Exercise prompt:
Show each line of the listing in which the word "Tipayante" occurs.

Extracted records:
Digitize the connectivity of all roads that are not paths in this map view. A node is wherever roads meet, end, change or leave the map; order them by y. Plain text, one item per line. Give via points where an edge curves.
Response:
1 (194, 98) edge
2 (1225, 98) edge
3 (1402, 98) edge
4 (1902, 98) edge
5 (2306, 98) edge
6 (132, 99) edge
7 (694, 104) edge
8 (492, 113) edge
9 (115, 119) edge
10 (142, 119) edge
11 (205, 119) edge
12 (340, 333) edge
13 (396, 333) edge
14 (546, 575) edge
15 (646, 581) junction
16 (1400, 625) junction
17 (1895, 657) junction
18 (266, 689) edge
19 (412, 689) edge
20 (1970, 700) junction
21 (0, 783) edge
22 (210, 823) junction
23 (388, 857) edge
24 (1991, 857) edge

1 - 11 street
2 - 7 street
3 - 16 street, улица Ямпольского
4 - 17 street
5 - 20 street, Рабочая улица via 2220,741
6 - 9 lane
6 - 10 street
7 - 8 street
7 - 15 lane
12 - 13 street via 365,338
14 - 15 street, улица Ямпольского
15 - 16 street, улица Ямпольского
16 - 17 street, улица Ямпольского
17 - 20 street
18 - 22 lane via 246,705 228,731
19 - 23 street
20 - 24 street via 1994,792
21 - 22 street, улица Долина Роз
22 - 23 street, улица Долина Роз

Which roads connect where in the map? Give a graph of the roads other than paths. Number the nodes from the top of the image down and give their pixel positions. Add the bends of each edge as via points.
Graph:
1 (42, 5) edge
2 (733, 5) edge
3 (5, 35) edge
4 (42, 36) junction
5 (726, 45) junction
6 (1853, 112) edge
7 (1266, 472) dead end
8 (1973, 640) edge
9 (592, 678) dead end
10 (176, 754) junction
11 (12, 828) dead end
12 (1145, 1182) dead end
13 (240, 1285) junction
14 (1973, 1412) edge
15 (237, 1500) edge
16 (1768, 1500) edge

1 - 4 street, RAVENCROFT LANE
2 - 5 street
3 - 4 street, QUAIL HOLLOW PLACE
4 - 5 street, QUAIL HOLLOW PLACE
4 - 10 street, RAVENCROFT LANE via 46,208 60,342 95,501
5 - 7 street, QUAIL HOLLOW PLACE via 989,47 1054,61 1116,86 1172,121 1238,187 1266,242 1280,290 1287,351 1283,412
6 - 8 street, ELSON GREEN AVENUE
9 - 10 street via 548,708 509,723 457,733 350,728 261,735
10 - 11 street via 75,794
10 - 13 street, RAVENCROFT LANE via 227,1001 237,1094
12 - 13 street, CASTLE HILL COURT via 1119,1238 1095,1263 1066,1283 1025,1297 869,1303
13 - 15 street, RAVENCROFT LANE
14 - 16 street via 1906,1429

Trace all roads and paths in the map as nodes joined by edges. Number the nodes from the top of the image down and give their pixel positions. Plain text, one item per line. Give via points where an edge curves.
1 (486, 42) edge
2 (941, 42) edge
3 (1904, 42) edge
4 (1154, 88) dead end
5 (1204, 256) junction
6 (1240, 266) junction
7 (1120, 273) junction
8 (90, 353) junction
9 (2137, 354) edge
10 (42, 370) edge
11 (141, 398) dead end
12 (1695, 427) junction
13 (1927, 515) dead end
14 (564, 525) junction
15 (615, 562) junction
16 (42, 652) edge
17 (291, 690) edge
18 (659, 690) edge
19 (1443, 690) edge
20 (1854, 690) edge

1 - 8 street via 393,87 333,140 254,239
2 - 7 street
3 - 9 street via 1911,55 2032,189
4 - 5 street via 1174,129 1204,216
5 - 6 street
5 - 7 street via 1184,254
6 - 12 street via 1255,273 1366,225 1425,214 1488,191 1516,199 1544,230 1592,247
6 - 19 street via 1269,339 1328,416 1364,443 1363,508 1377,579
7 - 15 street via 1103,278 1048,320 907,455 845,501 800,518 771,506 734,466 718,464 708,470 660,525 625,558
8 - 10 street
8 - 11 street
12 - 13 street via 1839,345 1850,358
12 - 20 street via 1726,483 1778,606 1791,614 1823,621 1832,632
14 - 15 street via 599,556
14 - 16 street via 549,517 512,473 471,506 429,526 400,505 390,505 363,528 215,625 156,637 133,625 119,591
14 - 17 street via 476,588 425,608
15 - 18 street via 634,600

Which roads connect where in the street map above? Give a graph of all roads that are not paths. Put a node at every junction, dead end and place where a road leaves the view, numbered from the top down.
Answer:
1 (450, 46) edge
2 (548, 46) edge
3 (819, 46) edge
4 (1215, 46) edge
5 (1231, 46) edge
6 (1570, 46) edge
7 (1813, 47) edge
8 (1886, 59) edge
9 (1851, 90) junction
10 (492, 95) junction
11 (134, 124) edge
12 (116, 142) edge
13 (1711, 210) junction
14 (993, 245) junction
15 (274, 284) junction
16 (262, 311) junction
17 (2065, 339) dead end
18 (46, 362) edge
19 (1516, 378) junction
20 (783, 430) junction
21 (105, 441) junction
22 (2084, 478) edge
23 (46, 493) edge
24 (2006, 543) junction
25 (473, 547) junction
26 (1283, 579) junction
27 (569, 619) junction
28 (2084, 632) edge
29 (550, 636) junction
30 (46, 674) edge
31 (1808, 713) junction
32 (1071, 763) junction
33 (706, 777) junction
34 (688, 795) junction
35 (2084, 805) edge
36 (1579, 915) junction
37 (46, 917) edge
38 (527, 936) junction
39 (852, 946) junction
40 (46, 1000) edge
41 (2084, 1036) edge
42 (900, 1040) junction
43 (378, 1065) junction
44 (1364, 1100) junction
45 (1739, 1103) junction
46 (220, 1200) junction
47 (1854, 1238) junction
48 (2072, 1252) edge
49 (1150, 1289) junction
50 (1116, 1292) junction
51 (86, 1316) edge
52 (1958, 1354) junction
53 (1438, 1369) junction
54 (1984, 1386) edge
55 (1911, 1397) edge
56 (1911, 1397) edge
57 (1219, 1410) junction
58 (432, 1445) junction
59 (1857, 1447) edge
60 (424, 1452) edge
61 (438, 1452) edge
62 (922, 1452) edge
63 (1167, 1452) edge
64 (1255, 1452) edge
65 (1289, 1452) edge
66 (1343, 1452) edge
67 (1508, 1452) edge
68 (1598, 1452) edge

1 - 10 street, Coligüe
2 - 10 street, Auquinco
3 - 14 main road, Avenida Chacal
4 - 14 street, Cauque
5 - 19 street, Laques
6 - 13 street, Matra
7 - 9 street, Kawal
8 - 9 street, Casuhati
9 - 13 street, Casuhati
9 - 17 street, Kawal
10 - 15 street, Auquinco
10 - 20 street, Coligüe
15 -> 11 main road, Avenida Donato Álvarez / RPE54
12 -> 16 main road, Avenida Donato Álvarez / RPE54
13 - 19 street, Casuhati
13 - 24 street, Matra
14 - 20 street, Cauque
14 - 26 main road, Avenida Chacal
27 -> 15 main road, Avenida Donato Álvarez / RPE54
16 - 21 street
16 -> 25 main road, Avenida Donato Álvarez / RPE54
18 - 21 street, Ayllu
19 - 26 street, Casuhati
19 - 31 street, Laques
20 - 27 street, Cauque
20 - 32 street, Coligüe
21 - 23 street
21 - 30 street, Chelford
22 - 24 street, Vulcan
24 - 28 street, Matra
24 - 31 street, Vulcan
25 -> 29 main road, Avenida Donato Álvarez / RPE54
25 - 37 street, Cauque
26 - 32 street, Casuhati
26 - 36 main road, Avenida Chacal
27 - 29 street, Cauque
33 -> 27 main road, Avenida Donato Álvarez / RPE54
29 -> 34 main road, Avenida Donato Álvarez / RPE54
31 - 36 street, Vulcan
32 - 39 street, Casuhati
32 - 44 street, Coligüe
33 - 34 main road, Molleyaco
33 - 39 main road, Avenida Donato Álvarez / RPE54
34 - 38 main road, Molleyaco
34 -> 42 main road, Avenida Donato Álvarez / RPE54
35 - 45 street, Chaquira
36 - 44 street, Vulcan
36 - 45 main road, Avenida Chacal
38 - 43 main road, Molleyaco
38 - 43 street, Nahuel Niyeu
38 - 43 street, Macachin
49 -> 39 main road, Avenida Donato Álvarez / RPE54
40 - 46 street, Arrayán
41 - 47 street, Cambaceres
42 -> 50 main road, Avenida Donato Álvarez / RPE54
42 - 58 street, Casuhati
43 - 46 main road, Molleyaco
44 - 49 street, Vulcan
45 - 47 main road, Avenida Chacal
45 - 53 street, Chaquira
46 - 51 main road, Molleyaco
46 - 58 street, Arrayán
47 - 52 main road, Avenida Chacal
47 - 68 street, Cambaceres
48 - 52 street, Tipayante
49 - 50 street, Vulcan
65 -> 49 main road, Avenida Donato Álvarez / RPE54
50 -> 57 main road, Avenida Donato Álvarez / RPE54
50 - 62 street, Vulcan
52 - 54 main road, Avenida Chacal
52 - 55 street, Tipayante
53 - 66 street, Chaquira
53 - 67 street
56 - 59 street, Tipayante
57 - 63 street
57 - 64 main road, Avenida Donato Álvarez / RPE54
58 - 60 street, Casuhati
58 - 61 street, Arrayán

Response below:
48 - 52 street, Tipayante
52 - 55 street, Tipayante
56 - 59 street, Tipayante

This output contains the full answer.